Problem: Transcribe each record exactly. Omit the pictures.

Saved entries:
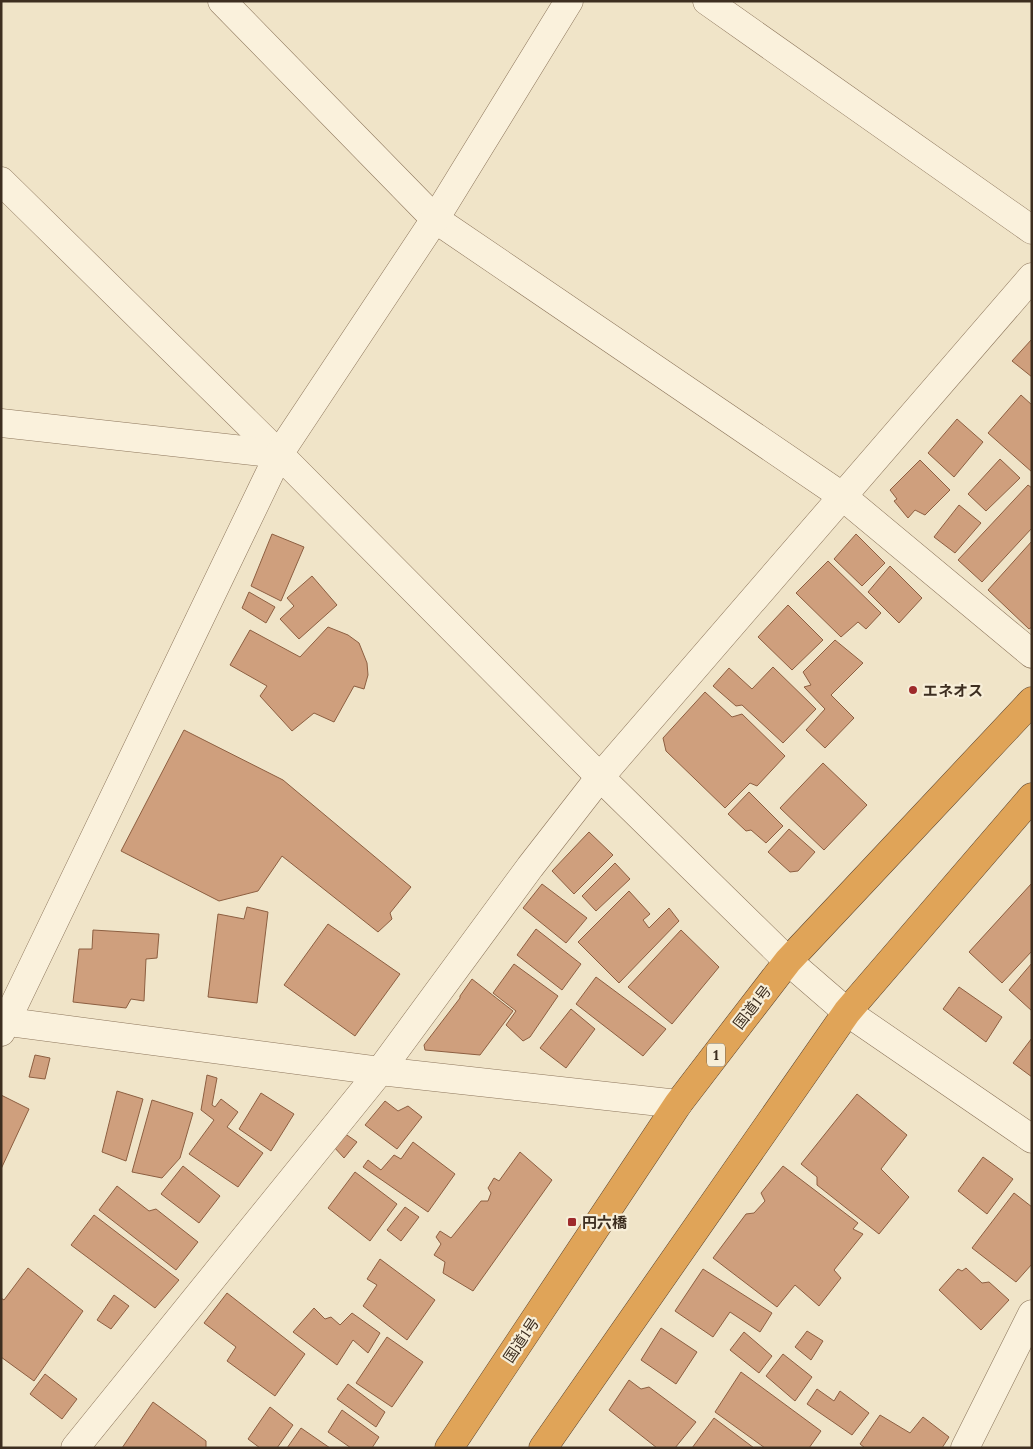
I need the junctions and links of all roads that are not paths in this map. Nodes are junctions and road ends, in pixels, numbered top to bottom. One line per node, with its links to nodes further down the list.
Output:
1 (222, 1): 5 (street)
2 (569, 1): 5 (street)
3 (707, 1): 6 (street)
4 (1, 181): 9 (street)
5 (435, 219): 9 (street); 10 (street)
6 (1032, 230)
7 (1032, 278): 10 (street)
8 (1, 423): 9 (street)
9 (279, 454): 13 (street); 17 (street)
10 (842, 496): 11 (street); 13 (street)
11 (1032, 654)
12 (1032, 701): 15 (highway, 国道1号 / 1)
13 (600, 777): 15 (street); 18 (street)
14 (1032, 798): 16 (highway)
15 (788, 961): 16 (street); 19 (highway, 国道1号 / 1)
16 (847, 1012): 20 (street); 24 (highway)
17 (3, 1025): 18 (street)
18 (380, 1071): 19 (street); 22 (street)
19 (678, 1104): 23 (highway, 国道1号 / 1)
20 (1032, 1139)
21 (1032, 1314): 25 (street)
22 (75, 1448)
23 (449, 1448)
24 (543, 1448)
25 (965, 1448)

Answer to this exercise:
I need the junctions and links of all roads that are not paths in this map. Nodes are junctions and road ends, in pixels, numbered top to bottom. One line per node, with its links to nodes further down the list.
Output:
1 (222, 1): 5 (street)
2 (569, 1): 5 (street)
3 (707, 1): 6 (street)
4 (1, 181): 9 (street)
5 (435, 219): 9 (street); 10 (street)
6 (1032, 230)
7 (1032, 278): 10 (street)
8 (1, 423): 9 (street)
9 (279, 454): 13 (street); 17 (street)
10 (842, 496): 11 (street); 13 (street)
11 (1032, 654)
12 (1032, 701): 15 (highway, 国道1号 / 1)
13 (600, 777): 15 (street); 18 (street)
14 (1032, 798): 16 (highway)
15 (788, 961): 16 (street); 19 (highway, 国道1号 / 1)
16 (847, 1012): 20 (street); 24 (highway)
17 (3, 1025): 18 (street)
18 (380, 1071): 19 (street); 22 (street)
19 (678, 1104): 23 (highway, 国道1号 / 1)
20 (1032, 1139)
21 (1032, 1314): 25 (street)
22 (75, 1448)
23 (449, 1448)
24 (543, 1448)
25 (965, 1448)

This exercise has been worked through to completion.